Pode parecer complexo -e é- mas
já amei três pessoas, em uma, três vezes. Calma, vou explicar mais devagar:
amei alguém, um dia na vida, que de manhã foi Amanda, de tarde foi Ingrid e de
noite foi Brenda. Sim, é isso mesmo, nas três vezes que amei, ela se transmutou
em três pessoas diferentes, uma bem distinta da outra, e eu amei cada uma.
Quando a conheci, a conheci como
Amanda. Amanda era dócil, pacata e fechada, e, justamente por isso, não
facilitou nada para mim. Lembro como se fosse ontem o dia em que a vi pela
primeira vez, na fila de um caixa, comprando café da manhã. Como todo o grande
conquistador das fábulas, sonetos e serestas do mundo afora o que eu fiz? Nada.
Na verdade, nada é exagero: emudeci e fiquei sem ação. Pronto, assim é sincero.
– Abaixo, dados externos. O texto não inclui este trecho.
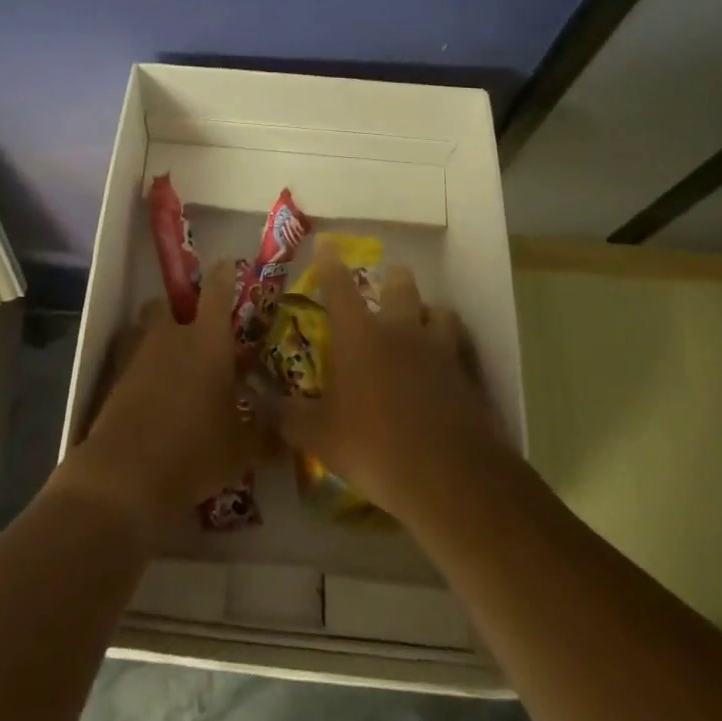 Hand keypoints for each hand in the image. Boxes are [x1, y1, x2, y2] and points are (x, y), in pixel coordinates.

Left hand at [57, 261, 262, 531]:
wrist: (125, 474)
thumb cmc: (194, 450)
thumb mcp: (241, 450)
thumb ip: (266, 435)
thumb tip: (288, 434)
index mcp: (207, 339)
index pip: (217, 288)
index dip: (224, 274)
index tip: (229, 267)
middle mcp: (171, 335)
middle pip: (169, 303)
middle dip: (181, 312)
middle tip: (199, 334)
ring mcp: (138, 354)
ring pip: (146, 329)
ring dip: (158, 338)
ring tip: (175, 367)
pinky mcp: (114, 378)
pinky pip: (130, 359)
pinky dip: (141, 369)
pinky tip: (153, 395)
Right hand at [270, 245, 500, 520]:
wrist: (448, 476)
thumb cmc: (373, 447)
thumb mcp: (319, 437)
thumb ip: (285, 415)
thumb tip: (254, 400)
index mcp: (358, 334)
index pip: (339, 285)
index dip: (329, 261)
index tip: (326, 243)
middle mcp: (399, 329)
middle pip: (399, 283)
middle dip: (391, 278)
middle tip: (384, 285)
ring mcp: (438, 348)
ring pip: (438, 310)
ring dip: (427, 312)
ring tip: (420, 322)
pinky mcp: (467, 373)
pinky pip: (461, 346)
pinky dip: (453, 346)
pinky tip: (447, 363) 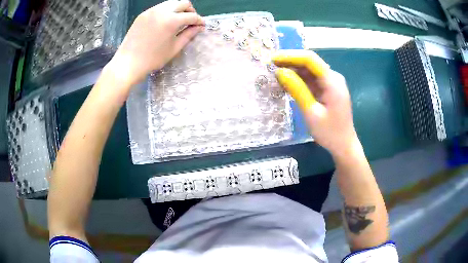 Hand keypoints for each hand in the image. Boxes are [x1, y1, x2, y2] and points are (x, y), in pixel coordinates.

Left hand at [108, 0, 204, 85]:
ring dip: (178, 9)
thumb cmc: (153, 59)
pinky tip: (165, 22)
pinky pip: (159, 7)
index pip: (191, 16)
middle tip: (191, 21)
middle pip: (183, 3)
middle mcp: (162, 11)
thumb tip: (199, 27)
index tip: (202, 25)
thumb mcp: (174, 48)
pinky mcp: (143, 14)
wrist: (128, 62)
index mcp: (171, 20)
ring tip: (178, 20)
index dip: (199, 20)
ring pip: (171, 3)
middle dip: (190, 11)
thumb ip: (188, 35)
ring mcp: (151, 11)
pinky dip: (167, 11)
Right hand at [273, 50, 358, 156]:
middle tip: (270, 65)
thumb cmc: (329, 132)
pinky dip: (298, 79)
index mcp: (332, 81)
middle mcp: (332, 77)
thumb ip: (297, 89)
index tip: (272, 59)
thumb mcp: (311, 112)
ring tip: (274, 73)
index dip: (290, 56)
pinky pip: (310, 79)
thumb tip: (280, 72)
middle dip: (289, 61)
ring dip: (292, 70)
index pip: (310, 59)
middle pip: (309, 62)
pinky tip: (285, 82)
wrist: (344, 145)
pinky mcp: (327, 89)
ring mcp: (330, 82)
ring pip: (309, 70) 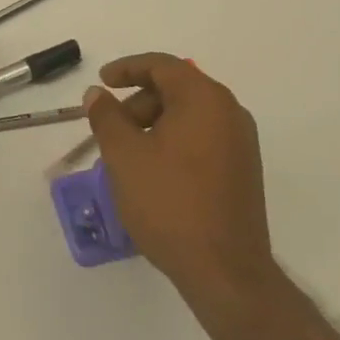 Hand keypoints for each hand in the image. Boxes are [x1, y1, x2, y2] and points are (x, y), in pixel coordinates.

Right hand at [86, 53, 278, 299]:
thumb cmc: (169, 203)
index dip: (126, 68)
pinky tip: (153, 171)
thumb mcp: (124, 155)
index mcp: (204, 99)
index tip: (102, 82)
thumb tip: (97, 94)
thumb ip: (106, 116)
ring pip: (188, 115)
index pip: (162, 66)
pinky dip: (173, 142)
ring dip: (154, 124)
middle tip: (111, 127)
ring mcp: (241, 144)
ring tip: (127, 155)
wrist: (225, 272)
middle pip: (176, 89)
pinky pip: (202, 139)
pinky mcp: (242, 171)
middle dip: (138, 102)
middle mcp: (229, 113) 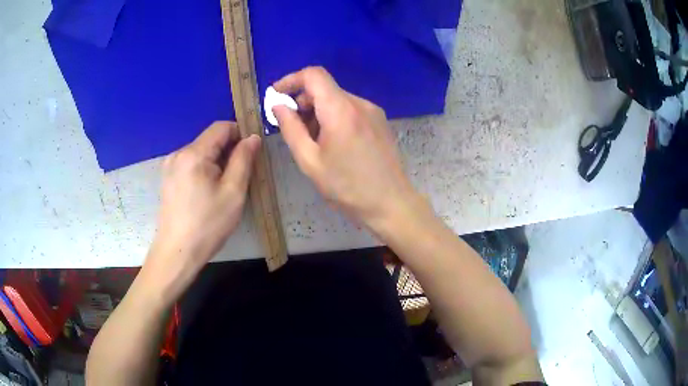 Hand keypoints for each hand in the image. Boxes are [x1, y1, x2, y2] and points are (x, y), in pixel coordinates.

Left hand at [145, 122, 259, 295]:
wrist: (177, 252)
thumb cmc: (208, 224)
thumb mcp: (233, 192)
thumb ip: (244, 160)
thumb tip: (253, 137)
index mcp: (194, 154)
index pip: (221, 127)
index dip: (240, 133)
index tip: (251, 153)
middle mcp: (178, 153)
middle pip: (209, 139)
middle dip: (228, 150)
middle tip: (241, 175)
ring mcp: (170, 166)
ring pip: (200, 152)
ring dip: (216, 161)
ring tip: (224, 187)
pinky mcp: (168, 178)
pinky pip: (190, 164)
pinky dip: (204, 169)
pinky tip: (207, 192)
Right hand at [272, 67, 419, 231]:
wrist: (391, 203)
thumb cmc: (347, 187)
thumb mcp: (310, 161)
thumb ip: (290, 129)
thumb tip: (278, 105)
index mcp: (340, 110)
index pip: (313, 75)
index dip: (291, 80)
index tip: (276, 95)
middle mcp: (359, 103)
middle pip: (325, 87)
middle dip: (303, 101)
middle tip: (292, 127)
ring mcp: (373, 111)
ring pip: (337, 99)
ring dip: (318, 111)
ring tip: (313, 140)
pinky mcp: (380, 121)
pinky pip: (350, 109)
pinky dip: (334, 116)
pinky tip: (333, 142) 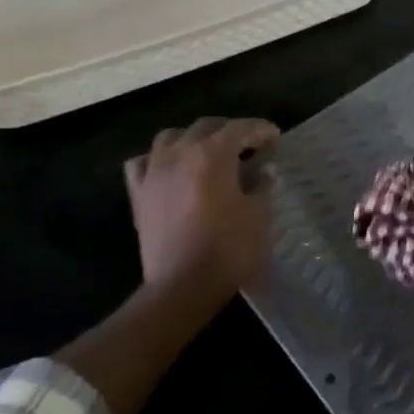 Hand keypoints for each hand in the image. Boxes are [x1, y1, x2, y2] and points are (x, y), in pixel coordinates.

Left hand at [125, 117, 279, 304]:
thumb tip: (264, 170)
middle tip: (248, 145)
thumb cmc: (229, 249)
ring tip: (208, 152)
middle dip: (230, 131)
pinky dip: (157, 159)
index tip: (275, 137)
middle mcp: (179, 153)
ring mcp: (154, 172)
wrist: (182, 285)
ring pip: (171, 137)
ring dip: (193, 139)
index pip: (241, 129)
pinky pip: (142, 163)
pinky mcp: (138, 194)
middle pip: (206, 127)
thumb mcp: (259, 215)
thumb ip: (262, 186)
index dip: (261, 129)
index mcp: (213, 154)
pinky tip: (169, 169) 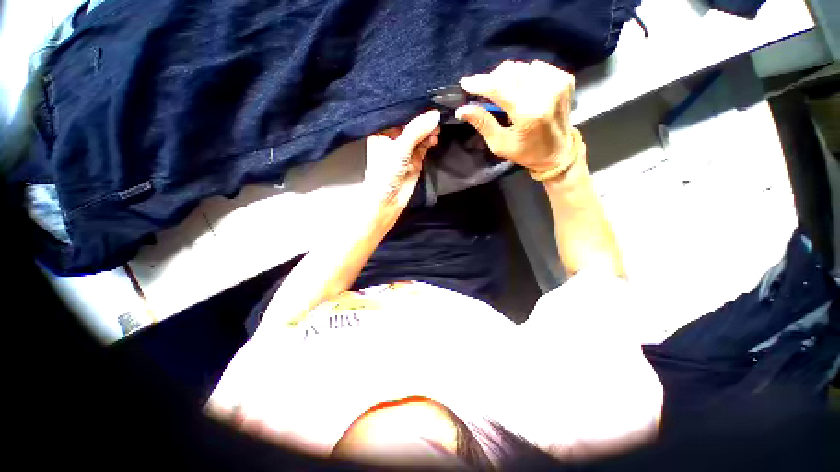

Simplesmente vi Amanda passar, pegar seu café e ir-se. Desapareceu como num
estalido, que na minha mente, organizada e limpa, fiz de tudo para protelar,
eternamente. Essas coisas de amor platônico realmente acontecem aqui ou acolá,
não sejamos tão duros assim com o Mestre da Academia, e foi por isso que, após
aqueles minutos na fila, meu coração repousou sobre a tutela da benevolência de
Amanda. Tratei de descobrir o nome dela (até então ela era a "linda sem
nome") e turma onde estudava -sim, isso tudo foi na escola-. Novamente,
como todo o grande Don Juan ensandecido pelo calor da paixão, demorei cerca de seis
meses para descobrir tal nome. É, eu sei, mas eu sou um buscador criterioso e
discreto, e exatidão as vezes leva tempo. Assim, foi na surdina e na
ilegalidade -olhei o carômetro da coordenadora sem seu consentimento- que
descobri a justa soletração de seu nome: cada vogal e consoante combinando
harmoniosamente e melodicamente para formar "Amanda".
A esta altura você já deve ter
percebido que demorei para fazer contato e não fui lá muito bem sucedido em
minhas empreitadas pelo coração de Amanda. De todo modo, amei-a por dois anos a
fio, solitário, como Perceval à Brancaflor. Na verdade, amei a imagem de
Amanda, que era um congregado de minhas próprias percepções e encantos de sua
natureza. É, Amanda era, na verdade, uma persona:
era a memorização de gestos, gracejos e anseios, dançando em minha mente de
forma delicada, e culminando na mais ornamentada percepção de perfeição.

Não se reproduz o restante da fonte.